When people say, “Don’t do the crime if you can’t do the time,” I don’t disagree. If you’re convicted of breaking the law, you should expect to be punished. However, I believe society’s demands for justice should be considered fully satisfied by a prisoner’s forfeiture of his freedom. Sadly — and to the city’s shame — the chronic overcrowding and substandard facilities at Rikers have for many decades forced its prisoners to forfeit their Constitutional right to humane treatment as well, and that’s an unconscionable perversion of justice that has stained the city’s good name for far too long. Which is why I welcomed Mayor Di Blasio’s 2017 announcement of a ten-year plan to shut Rikers down completely and replace it with smaller, borough-based jail facilities.
So far, the city’s plan has produced some commendable results. In 2018, the average daily population of prisoners at Rikers dipped below 8,000 for the first time in more than 30 years, and the city hopes its efforts to reform the bail system, along with its push for more pretrial diversion programs, will continue to reduce the number of inmates held at Rikers going forward. It’s a start, but there’s still a long way to go.

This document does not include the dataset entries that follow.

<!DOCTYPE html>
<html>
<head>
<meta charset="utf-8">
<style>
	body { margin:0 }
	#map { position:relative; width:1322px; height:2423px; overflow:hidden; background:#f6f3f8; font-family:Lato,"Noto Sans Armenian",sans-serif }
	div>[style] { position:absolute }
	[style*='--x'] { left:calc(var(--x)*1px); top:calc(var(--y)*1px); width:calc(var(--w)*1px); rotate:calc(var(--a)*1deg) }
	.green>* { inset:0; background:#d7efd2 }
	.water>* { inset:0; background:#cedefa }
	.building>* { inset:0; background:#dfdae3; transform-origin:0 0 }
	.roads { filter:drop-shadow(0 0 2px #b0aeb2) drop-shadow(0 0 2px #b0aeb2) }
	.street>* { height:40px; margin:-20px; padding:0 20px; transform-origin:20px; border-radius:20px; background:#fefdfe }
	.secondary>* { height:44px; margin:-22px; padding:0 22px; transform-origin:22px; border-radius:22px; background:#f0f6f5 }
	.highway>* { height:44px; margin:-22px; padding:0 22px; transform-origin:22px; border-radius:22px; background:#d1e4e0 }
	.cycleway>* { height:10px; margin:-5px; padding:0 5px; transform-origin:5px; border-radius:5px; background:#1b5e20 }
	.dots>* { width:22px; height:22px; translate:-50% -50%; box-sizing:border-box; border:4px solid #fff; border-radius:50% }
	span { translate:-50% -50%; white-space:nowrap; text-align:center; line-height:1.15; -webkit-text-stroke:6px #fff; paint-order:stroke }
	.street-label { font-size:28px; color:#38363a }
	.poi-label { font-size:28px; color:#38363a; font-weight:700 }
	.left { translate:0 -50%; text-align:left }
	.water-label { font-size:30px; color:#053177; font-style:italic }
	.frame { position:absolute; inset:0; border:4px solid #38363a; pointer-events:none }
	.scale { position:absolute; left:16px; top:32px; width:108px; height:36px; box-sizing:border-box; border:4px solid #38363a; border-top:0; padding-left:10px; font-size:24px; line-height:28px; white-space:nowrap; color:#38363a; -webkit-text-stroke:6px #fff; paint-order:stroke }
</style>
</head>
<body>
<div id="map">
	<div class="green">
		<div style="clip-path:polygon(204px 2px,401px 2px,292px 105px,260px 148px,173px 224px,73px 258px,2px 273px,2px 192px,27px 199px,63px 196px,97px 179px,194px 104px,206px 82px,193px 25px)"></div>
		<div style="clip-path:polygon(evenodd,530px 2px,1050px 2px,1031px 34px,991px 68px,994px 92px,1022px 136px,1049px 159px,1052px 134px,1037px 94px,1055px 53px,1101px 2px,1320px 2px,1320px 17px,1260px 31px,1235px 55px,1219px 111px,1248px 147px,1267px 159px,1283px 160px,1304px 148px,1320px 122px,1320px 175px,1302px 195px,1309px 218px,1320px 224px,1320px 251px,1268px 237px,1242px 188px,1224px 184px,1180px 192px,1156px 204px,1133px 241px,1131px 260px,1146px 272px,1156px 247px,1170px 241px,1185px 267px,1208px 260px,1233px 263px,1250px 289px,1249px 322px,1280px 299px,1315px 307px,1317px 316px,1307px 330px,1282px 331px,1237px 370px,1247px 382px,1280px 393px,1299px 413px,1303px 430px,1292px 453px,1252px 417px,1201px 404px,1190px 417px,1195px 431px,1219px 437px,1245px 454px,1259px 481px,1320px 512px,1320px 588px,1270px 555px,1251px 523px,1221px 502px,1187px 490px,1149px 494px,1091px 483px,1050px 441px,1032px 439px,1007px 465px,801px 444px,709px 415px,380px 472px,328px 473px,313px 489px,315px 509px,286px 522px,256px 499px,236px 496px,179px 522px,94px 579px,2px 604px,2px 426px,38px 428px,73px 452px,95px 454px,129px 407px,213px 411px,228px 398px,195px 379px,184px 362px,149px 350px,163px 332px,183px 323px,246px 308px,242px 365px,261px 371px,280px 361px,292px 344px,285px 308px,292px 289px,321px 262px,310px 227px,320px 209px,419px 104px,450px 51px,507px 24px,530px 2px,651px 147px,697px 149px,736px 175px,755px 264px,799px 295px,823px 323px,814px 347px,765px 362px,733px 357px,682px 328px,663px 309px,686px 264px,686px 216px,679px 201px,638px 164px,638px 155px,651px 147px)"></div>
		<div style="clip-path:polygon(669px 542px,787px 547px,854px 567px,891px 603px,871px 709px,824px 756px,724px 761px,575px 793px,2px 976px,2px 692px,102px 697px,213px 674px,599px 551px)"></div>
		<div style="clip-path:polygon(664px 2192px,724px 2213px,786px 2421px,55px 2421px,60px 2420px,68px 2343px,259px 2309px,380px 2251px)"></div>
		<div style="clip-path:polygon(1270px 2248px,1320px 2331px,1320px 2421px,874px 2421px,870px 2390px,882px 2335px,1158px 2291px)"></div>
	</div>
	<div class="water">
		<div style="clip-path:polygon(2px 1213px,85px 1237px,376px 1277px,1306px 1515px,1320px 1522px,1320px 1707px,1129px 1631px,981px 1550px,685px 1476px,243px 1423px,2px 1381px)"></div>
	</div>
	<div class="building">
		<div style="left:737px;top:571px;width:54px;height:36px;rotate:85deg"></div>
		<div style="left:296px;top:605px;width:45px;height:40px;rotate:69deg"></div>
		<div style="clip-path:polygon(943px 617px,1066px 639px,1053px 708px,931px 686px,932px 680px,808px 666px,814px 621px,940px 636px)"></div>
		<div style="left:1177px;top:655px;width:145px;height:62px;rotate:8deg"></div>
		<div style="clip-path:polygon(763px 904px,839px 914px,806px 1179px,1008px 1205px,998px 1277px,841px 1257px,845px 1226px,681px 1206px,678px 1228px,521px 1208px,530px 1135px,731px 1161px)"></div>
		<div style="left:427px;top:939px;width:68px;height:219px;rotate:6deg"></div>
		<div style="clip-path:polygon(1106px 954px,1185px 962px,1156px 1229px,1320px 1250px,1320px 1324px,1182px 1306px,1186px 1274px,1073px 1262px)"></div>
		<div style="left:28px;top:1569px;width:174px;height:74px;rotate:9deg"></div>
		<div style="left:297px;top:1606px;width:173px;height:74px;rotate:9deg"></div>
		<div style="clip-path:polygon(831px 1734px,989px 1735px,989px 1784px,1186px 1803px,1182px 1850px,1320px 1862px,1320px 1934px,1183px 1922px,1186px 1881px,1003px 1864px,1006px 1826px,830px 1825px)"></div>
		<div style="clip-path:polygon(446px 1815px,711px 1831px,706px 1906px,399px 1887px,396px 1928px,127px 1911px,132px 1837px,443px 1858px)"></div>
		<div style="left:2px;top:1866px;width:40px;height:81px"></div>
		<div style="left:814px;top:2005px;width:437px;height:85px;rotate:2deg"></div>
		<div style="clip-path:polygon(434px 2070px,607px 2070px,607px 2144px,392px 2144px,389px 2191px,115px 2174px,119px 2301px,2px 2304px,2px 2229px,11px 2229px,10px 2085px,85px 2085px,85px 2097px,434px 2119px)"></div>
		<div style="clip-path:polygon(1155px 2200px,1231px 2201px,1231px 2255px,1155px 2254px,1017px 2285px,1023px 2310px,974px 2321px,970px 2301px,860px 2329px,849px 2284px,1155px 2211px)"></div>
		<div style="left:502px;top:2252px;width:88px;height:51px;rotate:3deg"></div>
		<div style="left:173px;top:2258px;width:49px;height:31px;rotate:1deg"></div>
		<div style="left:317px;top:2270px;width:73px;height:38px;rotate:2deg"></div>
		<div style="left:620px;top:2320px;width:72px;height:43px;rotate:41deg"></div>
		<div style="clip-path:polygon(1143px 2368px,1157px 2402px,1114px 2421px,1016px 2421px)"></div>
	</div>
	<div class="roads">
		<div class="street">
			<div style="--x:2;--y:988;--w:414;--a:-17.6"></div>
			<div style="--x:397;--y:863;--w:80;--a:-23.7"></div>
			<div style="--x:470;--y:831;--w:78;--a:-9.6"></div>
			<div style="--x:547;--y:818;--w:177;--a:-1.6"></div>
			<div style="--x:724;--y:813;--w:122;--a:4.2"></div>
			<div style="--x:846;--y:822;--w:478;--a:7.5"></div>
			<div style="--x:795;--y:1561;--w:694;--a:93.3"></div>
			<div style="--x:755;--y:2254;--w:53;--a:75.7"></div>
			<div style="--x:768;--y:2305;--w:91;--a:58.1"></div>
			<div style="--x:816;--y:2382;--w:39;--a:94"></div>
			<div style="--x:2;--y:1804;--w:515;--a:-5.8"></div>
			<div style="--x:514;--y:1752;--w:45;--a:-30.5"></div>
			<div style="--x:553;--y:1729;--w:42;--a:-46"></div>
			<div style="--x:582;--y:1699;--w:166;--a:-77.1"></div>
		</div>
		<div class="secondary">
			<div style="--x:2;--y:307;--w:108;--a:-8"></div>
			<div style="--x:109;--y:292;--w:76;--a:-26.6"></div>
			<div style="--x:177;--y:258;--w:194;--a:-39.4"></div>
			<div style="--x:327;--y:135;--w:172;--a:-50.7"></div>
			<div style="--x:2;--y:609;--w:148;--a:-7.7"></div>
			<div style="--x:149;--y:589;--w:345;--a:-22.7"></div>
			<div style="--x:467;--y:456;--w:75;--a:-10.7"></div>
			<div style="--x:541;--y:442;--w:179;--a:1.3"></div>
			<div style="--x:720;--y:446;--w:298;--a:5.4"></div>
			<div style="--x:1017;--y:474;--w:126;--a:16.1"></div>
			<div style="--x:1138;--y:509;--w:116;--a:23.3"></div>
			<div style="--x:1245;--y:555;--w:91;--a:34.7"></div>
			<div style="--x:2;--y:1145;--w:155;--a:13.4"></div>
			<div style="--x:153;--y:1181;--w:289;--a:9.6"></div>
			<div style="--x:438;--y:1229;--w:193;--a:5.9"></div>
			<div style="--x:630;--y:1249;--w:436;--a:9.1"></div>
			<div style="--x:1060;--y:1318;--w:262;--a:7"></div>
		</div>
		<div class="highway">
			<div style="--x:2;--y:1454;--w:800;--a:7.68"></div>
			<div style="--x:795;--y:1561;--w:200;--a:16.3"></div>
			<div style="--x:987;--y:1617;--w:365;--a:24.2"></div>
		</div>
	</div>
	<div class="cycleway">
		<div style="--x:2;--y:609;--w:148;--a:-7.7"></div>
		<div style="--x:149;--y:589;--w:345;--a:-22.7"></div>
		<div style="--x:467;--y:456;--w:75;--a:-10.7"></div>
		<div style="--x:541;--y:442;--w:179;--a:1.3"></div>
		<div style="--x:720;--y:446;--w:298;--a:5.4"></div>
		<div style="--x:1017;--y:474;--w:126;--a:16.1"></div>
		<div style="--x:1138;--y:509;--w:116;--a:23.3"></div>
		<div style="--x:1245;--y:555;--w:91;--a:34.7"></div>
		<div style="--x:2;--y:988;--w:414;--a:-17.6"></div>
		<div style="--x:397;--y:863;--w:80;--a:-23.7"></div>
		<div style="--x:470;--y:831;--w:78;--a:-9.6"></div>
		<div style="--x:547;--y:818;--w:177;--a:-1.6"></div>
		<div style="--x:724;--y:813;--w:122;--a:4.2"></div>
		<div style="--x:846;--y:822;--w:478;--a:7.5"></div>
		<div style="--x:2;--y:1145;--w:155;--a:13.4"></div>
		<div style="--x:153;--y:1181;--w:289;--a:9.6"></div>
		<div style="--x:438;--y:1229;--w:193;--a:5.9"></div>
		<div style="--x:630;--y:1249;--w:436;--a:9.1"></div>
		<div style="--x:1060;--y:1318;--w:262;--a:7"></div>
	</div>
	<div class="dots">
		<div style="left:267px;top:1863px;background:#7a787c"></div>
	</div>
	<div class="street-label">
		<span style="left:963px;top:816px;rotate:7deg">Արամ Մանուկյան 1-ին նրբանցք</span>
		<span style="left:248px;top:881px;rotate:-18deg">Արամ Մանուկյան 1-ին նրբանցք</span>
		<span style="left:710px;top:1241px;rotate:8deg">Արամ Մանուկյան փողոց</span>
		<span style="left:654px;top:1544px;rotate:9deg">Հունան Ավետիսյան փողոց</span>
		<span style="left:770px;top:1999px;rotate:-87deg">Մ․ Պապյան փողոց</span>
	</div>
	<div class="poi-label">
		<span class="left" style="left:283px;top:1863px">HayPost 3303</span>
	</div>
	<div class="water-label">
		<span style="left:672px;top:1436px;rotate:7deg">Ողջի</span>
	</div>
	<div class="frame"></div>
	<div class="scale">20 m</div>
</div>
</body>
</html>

By the city’s own admission, the plan to shut down Rikers will only be feasible when the daily population drops to 5,000 or less, which would require nearly a 40% reduction from the current numbers. That’s a big ask, and only time will tell if it’s achievable.
But the more immediate challenge the city now faces in Year 3 of the master plan will be finding acceptable sites for the new borough-based jails that need to be built in Manhattan, Brooklyn, Queens and the Bronx. The site-selection process will no doubt spark much controversy and public debate, but unless it is successfully resolved, the goal of one day ridding the stain of Rikers from the city’s reputation will never be reached.
Maybe, like me, you’ll reach the same conclusion — that a city made famous by the Statue of Liberty shouldn’t also be made infamous by a prison as notoriously inhumane as Rikers Island.